═════ Given data ═════

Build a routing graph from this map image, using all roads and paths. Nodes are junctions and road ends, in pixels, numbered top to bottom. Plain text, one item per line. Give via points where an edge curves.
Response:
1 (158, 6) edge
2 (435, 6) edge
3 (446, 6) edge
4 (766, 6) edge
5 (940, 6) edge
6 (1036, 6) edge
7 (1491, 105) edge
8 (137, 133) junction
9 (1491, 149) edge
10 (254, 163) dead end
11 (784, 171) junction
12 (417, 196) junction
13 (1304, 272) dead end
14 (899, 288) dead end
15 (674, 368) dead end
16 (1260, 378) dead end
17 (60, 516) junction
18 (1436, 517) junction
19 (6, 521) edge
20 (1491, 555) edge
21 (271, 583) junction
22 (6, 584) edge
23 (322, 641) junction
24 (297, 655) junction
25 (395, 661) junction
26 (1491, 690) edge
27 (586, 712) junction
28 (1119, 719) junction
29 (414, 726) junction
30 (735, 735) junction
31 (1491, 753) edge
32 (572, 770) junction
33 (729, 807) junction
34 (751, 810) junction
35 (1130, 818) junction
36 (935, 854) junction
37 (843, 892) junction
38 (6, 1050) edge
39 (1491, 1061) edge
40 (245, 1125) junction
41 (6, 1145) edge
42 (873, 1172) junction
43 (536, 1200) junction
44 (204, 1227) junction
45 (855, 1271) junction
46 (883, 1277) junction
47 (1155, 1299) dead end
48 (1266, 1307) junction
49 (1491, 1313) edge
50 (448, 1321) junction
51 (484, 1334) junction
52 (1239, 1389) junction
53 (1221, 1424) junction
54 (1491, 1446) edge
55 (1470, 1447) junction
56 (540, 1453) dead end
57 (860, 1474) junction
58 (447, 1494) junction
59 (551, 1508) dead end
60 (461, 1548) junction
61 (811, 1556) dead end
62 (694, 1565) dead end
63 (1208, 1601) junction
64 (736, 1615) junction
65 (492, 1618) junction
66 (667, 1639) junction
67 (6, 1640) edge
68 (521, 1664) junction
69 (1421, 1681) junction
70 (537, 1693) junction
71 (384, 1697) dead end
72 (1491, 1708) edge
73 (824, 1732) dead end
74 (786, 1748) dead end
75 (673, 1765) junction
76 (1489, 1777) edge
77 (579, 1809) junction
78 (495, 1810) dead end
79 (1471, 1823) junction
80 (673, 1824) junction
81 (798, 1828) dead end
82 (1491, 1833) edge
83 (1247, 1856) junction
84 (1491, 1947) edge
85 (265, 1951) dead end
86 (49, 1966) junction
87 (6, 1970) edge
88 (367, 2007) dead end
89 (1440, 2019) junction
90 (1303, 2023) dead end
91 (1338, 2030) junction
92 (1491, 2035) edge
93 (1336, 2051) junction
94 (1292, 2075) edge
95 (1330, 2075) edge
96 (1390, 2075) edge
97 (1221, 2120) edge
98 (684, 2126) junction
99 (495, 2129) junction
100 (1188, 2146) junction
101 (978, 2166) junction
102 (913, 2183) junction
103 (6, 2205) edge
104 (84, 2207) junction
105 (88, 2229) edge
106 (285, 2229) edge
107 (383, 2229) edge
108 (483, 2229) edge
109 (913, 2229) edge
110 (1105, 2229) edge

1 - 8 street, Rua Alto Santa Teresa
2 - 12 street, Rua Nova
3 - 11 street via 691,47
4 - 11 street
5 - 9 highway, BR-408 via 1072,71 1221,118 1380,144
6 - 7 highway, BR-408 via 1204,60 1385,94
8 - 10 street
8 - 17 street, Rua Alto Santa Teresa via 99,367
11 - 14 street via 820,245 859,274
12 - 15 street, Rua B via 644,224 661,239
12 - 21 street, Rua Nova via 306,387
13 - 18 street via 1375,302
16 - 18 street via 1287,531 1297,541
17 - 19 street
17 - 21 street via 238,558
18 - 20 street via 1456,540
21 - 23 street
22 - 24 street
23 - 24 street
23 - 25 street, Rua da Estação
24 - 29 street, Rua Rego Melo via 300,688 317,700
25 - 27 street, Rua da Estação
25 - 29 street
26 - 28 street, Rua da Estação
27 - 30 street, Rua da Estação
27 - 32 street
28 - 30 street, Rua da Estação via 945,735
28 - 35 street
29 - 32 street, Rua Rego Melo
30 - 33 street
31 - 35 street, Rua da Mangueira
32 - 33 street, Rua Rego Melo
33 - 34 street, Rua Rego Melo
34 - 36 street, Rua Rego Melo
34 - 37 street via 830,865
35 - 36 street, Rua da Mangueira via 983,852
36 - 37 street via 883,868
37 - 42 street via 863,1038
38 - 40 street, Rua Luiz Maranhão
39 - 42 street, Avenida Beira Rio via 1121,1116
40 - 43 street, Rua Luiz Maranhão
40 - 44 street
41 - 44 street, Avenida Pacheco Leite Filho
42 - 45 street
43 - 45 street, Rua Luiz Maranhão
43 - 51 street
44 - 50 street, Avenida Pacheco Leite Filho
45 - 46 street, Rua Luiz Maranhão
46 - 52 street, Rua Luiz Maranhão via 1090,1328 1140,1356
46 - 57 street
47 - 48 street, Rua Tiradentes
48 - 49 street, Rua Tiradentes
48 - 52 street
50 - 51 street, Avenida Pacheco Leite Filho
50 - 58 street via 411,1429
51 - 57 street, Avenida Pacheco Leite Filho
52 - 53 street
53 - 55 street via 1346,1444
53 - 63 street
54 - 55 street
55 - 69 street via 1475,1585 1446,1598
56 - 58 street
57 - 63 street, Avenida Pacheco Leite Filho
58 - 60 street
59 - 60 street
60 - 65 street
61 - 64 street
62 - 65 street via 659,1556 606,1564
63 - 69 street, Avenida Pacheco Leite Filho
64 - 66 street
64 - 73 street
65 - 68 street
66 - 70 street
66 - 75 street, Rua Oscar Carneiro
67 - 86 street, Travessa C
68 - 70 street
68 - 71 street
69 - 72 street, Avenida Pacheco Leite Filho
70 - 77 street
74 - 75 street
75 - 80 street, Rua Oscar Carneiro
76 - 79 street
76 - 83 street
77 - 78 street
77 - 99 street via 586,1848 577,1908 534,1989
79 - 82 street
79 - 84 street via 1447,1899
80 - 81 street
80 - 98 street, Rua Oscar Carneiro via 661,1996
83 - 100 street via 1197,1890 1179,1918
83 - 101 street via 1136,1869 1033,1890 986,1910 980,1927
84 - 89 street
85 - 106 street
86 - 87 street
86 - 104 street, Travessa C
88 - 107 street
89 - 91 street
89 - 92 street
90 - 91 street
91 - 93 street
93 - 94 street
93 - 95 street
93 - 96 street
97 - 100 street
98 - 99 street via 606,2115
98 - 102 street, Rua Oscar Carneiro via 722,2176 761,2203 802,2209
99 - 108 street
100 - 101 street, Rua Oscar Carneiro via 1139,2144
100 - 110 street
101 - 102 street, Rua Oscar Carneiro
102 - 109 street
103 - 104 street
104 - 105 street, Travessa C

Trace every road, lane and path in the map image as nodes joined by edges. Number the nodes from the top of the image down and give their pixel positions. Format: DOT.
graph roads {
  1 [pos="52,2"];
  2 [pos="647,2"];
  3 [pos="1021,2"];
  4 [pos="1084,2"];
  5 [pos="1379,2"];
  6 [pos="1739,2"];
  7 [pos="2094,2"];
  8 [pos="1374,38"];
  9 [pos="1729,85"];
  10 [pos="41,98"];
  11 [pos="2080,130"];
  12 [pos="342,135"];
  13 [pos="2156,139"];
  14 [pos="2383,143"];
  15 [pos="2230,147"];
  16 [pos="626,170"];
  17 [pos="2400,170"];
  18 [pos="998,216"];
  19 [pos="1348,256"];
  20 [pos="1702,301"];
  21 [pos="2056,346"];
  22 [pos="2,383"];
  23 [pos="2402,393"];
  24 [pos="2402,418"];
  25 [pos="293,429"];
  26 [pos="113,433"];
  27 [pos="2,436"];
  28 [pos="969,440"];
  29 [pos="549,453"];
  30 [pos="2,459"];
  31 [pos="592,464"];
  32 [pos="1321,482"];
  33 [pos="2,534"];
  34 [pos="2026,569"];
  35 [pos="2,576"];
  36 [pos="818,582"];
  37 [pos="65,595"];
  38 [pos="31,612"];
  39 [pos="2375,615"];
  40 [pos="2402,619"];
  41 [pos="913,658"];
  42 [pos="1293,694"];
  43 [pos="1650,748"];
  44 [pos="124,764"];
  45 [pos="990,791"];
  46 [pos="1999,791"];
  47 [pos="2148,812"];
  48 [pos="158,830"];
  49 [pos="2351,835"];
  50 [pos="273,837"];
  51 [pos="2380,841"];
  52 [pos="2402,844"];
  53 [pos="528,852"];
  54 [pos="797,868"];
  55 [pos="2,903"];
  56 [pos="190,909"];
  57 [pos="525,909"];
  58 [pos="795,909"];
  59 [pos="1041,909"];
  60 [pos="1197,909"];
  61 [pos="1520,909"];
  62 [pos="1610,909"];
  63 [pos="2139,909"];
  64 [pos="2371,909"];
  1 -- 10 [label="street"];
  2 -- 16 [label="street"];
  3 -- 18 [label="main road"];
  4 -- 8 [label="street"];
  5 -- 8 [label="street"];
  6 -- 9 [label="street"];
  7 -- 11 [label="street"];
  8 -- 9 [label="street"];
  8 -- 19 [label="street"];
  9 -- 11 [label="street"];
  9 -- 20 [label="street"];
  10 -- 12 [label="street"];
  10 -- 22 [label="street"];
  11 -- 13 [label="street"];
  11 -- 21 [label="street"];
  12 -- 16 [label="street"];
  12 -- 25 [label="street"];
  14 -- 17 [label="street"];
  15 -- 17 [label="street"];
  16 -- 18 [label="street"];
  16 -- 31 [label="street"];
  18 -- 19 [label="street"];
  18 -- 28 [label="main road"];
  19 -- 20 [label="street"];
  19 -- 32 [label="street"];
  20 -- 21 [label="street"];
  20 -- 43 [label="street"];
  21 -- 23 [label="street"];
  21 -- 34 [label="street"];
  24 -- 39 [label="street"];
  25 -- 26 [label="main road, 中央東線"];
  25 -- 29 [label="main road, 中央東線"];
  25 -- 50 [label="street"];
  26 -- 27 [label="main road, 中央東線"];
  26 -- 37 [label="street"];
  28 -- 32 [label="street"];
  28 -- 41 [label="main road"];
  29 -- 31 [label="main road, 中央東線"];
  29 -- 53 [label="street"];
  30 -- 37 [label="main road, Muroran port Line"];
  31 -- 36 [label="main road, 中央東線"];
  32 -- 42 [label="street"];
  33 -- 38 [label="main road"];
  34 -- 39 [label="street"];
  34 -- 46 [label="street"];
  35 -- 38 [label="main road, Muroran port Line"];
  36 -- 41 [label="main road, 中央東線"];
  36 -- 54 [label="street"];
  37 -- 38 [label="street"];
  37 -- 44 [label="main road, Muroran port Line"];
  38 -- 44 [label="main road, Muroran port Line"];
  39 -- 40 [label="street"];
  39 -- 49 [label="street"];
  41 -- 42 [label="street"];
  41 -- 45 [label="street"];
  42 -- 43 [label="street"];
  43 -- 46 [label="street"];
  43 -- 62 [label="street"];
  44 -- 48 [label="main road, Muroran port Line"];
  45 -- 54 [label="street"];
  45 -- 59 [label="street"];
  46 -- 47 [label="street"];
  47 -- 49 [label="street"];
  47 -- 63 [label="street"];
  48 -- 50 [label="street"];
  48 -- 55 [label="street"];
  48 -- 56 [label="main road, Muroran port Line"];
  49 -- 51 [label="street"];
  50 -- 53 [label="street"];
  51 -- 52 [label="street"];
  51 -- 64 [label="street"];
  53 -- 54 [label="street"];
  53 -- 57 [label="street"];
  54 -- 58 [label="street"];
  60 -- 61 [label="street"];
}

═════

- [What needs to be done]: Report each line above containing the string "Rego".

- [Output below]:
24 - 29 street, Rua Rego Melo via 300,688 317,700
29 - 32 street, Rua Rego Melo
32 - 33 street, Rua Rego Melo
33 - 34 street, Rua Rego Melo
34 - 36 street, Rua Rego Melo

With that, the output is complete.